Making Box Plots in Stata from scratch

Stata has some handy built-in features to make boxplots. If you are trying to make a typical boxplot in Stata, go read up on the –graph box– command as described on this post.

I was asked to abstract a boxplot from an old paper and re-render it in Stata.

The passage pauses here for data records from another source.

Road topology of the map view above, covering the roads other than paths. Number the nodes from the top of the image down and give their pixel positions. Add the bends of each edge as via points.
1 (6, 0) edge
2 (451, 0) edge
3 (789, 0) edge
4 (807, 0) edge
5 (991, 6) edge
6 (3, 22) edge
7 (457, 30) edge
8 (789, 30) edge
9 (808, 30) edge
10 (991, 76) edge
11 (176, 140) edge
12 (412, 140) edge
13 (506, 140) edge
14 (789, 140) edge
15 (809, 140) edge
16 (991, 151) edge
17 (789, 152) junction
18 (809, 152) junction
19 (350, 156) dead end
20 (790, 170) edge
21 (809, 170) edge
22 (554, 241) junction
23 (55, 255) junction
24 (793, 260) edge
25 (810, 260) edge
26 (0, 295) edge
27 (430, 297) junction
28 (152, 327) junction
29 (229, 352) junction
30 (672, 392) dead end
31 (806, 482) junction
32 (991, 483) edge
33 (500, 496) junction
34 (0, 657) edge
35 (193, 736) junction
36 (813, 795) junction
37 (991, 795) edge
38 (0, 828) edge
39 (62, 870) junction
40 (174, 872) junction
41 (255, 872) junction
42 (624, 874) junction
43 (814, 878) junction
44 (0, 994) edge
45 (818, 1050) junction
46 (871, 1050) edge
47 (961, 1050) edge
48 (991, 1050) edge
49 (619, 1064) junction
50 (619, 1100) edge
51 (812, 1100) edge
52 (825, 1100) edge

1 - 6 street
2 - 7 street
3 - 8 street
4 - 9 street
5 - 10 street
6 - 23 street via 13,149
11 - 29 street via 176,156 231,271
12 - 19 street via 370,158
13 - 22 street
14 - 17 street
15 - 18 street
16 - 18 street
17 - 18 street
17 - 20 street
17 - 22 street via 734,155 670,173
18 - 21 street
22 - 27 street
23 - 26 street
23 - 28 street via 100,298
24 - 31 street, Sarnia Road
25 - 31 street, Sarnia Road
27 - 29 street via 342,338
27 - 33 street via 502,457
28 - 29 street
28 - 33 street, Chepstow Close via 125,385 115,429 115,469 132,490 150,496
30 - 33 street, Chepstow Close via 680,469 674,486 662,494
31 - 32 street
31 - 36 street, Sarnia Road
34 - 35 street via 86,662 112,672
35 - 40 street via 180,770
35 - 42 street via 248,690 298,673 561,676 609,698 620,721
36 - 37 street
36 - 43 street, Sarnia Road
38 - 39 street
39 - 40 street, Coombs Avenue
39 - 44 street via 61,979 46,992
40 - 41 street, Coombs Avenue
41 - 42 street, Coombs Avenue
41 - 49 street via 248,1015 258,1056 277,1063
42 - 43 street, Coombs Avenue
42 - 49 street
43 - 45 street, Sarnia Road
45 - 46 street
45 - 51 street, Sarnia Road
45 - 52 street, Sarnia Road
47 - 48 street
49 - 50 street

I used the excellent WebPlotDigitizer to abstract the points in these figure. It took me a few rounds of data abstraction to get all of the data. I generated the following variables

  • (1) “row” – rows 1-8 — the “A-D” labels on the x axis are offset at 1.5, 3.5, 5.5, and 7.5, respectively,
  • (2) “group” – an indicator for group 1 or 2,
  • (3-5) “boxlow” “boxmid” and “boxhigh” – the lower, mid, and upper bounds of the box,
  • (6-7) “bar1” and “bar2” – the low and upper end of the bars, and
  • (8) “dot” – extreme values.

I used “input” at the top of a do file to load these data. The colors were taken from ColorBrewer2. The “box” are just really wide pcspike lines with overlaying horizontal bars as floating text boxes to indicate the bottom, median, and top of the box. One problem is the placement of the horizontal lines on and above/below the box itself, since the “―” ascii character isn’t perfectly in the middle of the vertical space that is used to render it. To get around this, I included an offset value that could be modified to shift these lines up and down so they lined up with the boxes. The “whiskers” are an rcap. The extreme values are just scatterplot dots.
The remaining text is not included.